To find orthologs of EDD in public databases, the E. coli EDD sequence (ACX39449.1) was used as a query for the NCBI BlastP algorithm (May 2023 version) with an e-value cutoff of 10−10. Putative EDD and DHAD sequences from bacteria, archaea, cyanobacteria, fungi, algae and plants were downloaded from NCBI GenBank. Sequences from members of the Zygnematophyceae were retrieved by tBLASTn search on NCBI Transcriptome Shotgun Assembly (TSA) database (see Supplementary Table 1). A total of 155 sequences were aligned in MEGA X and employed for phylogenetic analysis. The multiple sequence alignment was generated using the MUSCLE algorithm in MEGA X61, and a phylogram was constructed using the maximum likelihood (ML) and the Jones-Taylor-Thornton substitution model with 1000 bootstrap replicates to evaluate tree topology.

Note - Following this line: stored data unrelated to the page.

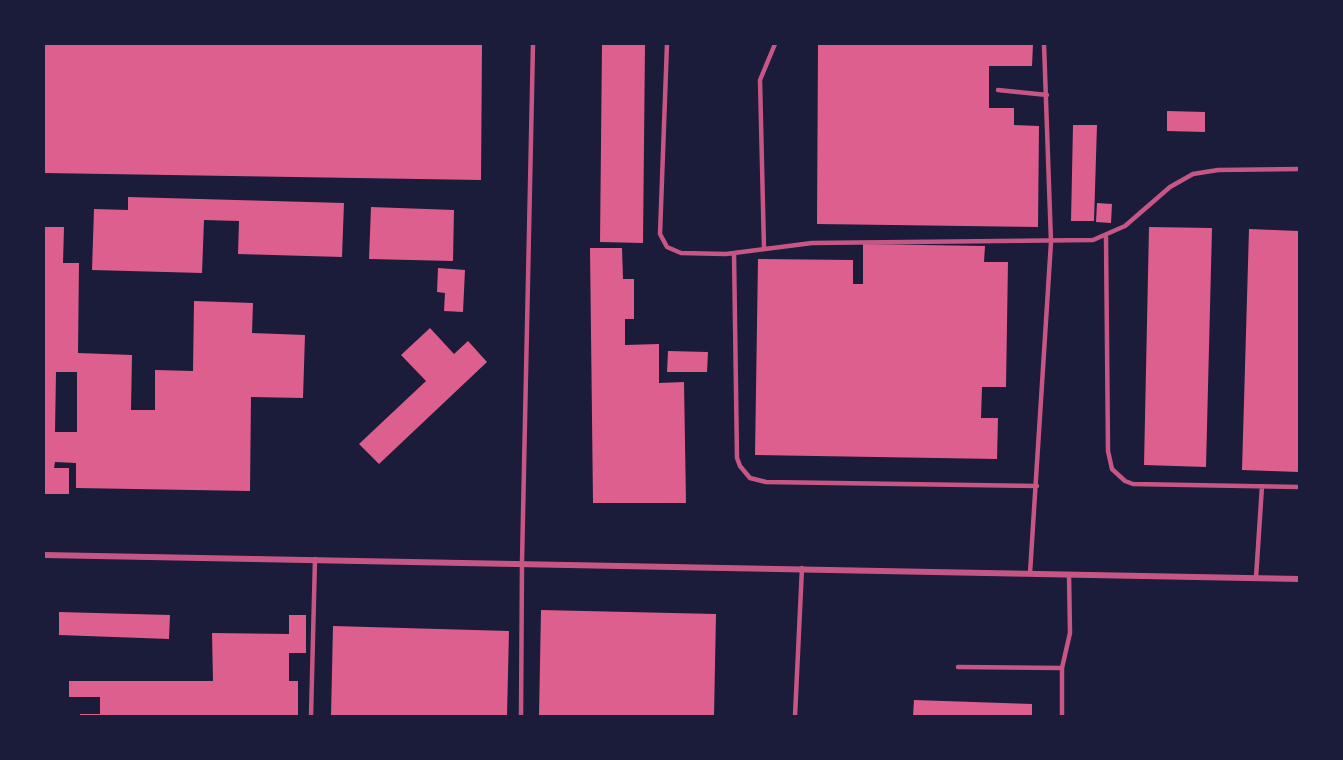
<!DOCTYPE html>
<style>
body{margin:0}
#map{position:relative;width:1343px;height:760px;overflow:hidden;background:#1b1b3a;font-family:"Asap Condensed",sans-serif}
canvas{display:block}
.frame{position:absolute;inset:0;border:45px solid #1b1b3a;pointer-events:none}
</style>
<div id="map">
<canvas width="1343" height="760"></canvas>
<div class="frame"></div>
</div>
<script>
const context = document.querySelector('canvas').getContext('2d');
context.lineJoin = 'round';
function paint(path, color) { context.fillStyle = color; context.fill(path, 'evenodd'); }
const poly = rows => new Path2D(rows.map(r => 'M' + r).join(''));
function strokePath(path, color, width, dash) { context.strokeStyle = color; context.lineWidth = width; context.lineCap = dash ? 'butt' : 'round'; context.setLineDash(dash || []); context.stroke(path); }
paint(poly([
 [44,44,482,44,481,180,44,173],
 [602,44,645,44,643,243,600,242],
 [818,44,1033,44,1032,66,989,66,989,108,1014,108,1014,125,1039,126,1038,227,817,224],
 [1167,111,1205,112,1205,132,1167,131],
 [1073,125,1097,125,1094,221,1071,221],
 [128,197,344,203,342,257,238,254,239,221,204,220,202,273,92,270,94,209,128,210],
 [1097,203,1112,204,1111,223,1096,222],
 [371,207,454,210,453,261,369,259],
 [44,227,64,227,63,263,79,263,78,353,132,355,131,410,155,410,155,370,193,371,194,301,253,303,252,333,305,335,303,398,251,397,250,491,76,488,76,463,55,462,54,468,69,468,69,494,44,494],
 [56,372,77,372,77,432,55,432],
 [1149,227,1212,228,1206,467,1144,465],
 [1249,229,1299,231,1299,472,1242,470],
 [863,244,985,246,984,262,1008,262,1006,387,982,387,981,418,998,418,997,459,755,455,758,259,853,260,853,284,863,284],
 [590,248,622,248,623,279,634,279,634,319,625,319,625,345,659,344,659,383,684,382,686,503,593,503],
 [438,268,465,270,463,312,444,311,445,293,437,292],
 [430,328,454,354,468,341,487,362,379,464,359,444,426,381,401,355],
 [668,351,708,352,707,372,667,372],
 [541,610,716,614,714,716,539,716],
 [59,612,170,615,169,639,59,635],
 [289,615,306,615,306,653,289,653,289,681,298,681,298,716,80,716,80,714,100,714,100,697,69,697,69,681,213,681,212,633,289,634],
 [333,626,509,631,507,716,331,716],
 [914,700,1032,704,1032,716,913,716]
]), '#dd5f8e');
strokePath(poly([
 [667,44,660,234,667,247,681,253,726,254,812,243,1093,240,1125,226,1170,187,1193,174,1218,170,1300,169],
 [998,90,1047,95],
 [1106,237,1108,451,1112,469,1125,481,1133,484,1300,487],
 [764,249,760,80,775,44],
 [734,253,737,458,740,466,750,478,766,482,1037,486],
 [1030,573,1051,242,1044,44],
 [1256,578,1262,486],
 [958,667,1062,668],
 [311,716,315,559],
 [521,716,522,562,533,44],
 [795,716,802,568],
 [1062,716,1062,668,1070,633,1069,574]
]), '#c65784', 4.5);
strokePath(poly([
 [44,555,1300,579]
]), '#c65784', 6);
</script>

Protein structural modeling and substrate docking

The structure of Arabidopsis DHAD in complex with an iron sulfur cluster (PDB 5ZE4) and an AlphaFold model26 generated from the E. coli K12 EDD sequence (Uniprot ID P0ADF6) were used in substrate docking simulations. The predicted N-terminal transit peptide from the DHAD structure was removed before docking analysis. The dimeric dehydratase structures were generated using crystallographic symmetry from PDB 5ZE4. The iron-sulfur cluster and magnesium ion coordinates were modeled in the EDD structure using those of PDB 5ZE4. Molecular docking was performed using AMDock’s graphical user interface for AutoDock 4.2.662,63. The .mol2 files of ligands were downloaded from the PDB and used without modification. All inputs were converted to pdbqt format within AutoDock4 using AutoDockTools. Visualization, structure analysis, and figure generation were performed in ChimeraX64.

Reporting summary

Further information on research design is available in the Nature Portfolio Reporting Summary linked to this article.